> EXERCISE DETAILS
The data below is to be retyped exactly, line by line.

> DATA FOR THIS EXERCISE
···

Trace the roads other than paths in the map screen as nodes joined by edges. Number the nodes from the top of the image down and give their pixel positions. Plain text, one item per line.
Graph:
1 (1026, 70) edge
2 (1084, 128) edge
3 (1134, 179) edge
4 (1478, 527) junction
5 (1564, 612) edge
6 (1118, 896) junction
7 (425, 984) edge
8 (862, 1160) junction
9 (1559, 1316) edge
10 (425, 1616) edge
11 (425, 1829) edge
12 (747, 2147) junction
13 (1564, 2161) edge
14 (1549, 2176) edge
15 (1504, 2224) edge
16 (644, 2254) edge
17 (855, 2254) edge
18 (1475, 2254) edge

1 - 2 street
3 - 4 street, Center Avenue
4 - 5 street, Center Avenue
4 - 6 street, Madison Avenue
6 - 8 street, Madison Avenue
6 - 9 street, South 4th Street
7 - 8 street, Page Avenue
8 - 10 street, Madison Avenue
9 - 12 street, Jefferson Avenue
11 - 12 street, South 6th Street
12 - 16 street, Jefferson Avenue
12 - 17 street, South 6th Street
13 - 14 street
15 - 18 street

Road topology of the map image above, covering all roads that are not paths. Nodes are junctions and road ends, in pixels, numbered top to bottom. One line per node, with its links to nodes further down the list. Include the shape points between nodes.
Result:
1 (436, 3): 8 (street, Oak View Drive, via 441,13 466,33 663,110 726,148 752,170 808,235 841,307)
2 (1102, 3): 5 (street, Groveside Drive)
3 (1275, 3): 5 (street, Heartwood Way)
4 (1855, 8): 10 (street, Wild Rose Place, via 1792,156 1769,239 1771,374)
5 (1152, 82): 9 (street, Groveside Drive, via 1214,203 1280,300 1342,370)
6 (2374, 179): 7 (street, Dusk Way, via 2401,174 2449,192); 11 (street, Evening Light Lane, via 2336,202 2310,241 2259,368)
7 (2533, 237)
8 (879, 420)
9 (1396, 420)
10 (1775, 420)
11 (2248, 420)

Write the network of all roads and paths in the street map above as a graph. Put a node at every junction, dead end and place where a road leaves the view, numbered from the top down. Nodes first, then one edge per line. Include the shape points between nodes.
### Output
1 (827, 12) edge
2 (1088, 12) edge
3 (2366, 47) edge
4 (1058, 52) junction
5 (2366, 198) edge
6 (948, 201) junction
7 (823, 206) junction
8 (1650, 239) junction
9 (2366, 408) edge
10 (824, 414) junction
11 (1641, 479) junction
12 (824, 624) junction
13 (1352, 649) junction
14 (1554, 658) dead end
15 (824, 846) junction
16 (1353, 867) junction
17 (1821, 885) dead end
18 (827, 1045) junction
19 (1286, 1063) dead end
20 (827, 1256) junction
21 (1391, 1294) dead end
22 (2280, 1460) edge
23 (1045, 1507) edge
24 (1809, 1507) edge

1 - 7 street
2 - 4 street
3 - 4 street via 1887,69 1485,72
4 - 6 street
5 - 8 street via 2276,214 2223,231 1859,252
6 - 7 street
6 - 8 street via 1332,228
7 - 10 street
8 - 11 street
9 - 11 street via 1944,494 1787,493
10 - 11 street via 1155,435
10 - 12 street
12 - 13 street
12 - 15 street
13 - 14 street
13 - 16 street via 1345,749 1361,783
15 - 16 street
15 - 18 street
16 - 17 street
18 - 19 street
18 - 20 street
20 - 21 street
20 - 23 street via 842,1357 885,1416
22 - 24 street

···

> TASK SOLUTION
Trace the roads other than paths in the map screen as nodes joined by edges. Number the nodes from the top of the image down and give their pixel positions. Plain text, one item per line.
Graph:
1 (1026, 70) edge
2 (1084, 128) edge
3 (1134, 179) edge
4 (1478, 527) junction
5 (1564, 612) edge
6 (1118, 896) junction
7 (425, 984) edge
8 (862, 1160) junction
9 (1559, 1316) edge
10 (425, 1616) edge
11 (425, 1829) edge
12 (747, 2147) junction
13 (1564, 2161) edge
14 (1549, 2176) edge
15 (1504, 2224) edge
16 (644, 2254) edge
17 (855, 2254) edge
18 (1475, 2254) edge

1 - 2 street
3 - 4 street, Center Avenue
4 - 5 street, Center Avenue
4 - 6 street, Madison Avenue
6 - 8 street, Madison Avenue
6 - 9 street, South 4th Street
7 - 8 street, Page Avenue
8 - 10 street, Madison Avenue
9 - 12 street, Jefferson Avenue
11 - 12 street, South 6th Street
12 - 16 street, Jefferson Avenue
12 - 17 street, South 6th Street
13 - 14 street
15 - 18 street

Road topology of the map image above, covering all roads that are not paths. Nodes are junctions and road ends, in pixels, numbered top to bottom. One line per node, with its links to nodes further down the list. Include the shape points between nodes.
Result:
1 (436, 3): 8 (street, Oak View Drive, via 441,13 466,33 663,110 726,148 752,170 808,235 841,307)
2 (1102, 3): 5 (street, Groveside Drive)
3 (1275, 3): 5 (street, Heartwood Way)
4 (1855, 8): 10 (street, Wild Rose Place, via 1792,156 1769,239 1771,374)
5 (1152, 82): 9 (street, Groveside Drive, via 1214,203 1280,300 1342,370)
6 (2374, 179): 7 (street, Dusk Way, via 2401,174 2449,192); 11 (street, Evening Light Lane, via 2336,202 2310,241 2259,368)
7 (2533, 237)
8 (879, 420)
9 (1396, 420)
10 (1775, 420)
11 (2248, 420)

Write the network of all roads and paths in the street map above as a graph. Put a node at every junction, dead end and place where a road leaves the view, numbered from the top down. Nodes first, then one edge per line. Include the shape points between nodes.
### Output
1 (827, 12) edge
2 (1088, 12) edge
3 (2366, 47) edge
4 (1058, 52) junction
5 (2366, 198) edge
6 (948, 201) junction
7 (823, 206) junction
8 (1650, 239) junction
9 (2366, 408) edge
10 (824, 414) junction
11 (1641, 479) junction
12 (824, 624) junction
13 (1352, 649) junction
14 (1554, 658) dead end
15 (824, 846) junction
16 (1353, 867) junction
17 (1821, 885) dead end
18 (827, 1045) junction
19 (1286, 1063) dead end
20 (827, 1256) junction
21 (1391, 1294) dead end
22 (2280, 1460) edge
23 (1045, 1507) edge
24 (1809, 1507) edge

1 - 7 street
2 - 4 street
3 - 4 street via 1887,69 1485,72
4 - 6 street
5 - 8 street via 2276,214 2223,231 1859,252
6 - 7 street
6 - 8 street via 1332,228
7 - 10 street
8 - 11 street
9 - 11 street via 1944,494 1787,493
10 - 11 street via 1155,435
10 - 12 street
12 - 13 street
12 - 15 street
13 - 14 street
13 - 16 street via 1345,749 1361,783
15 - 16 street
15 - 18 street
16 - 17 street
18 - 19 street
18 - 20 street
20 - 21 street
20 - 23 street via 842,1357 885,1416
22 - 24 street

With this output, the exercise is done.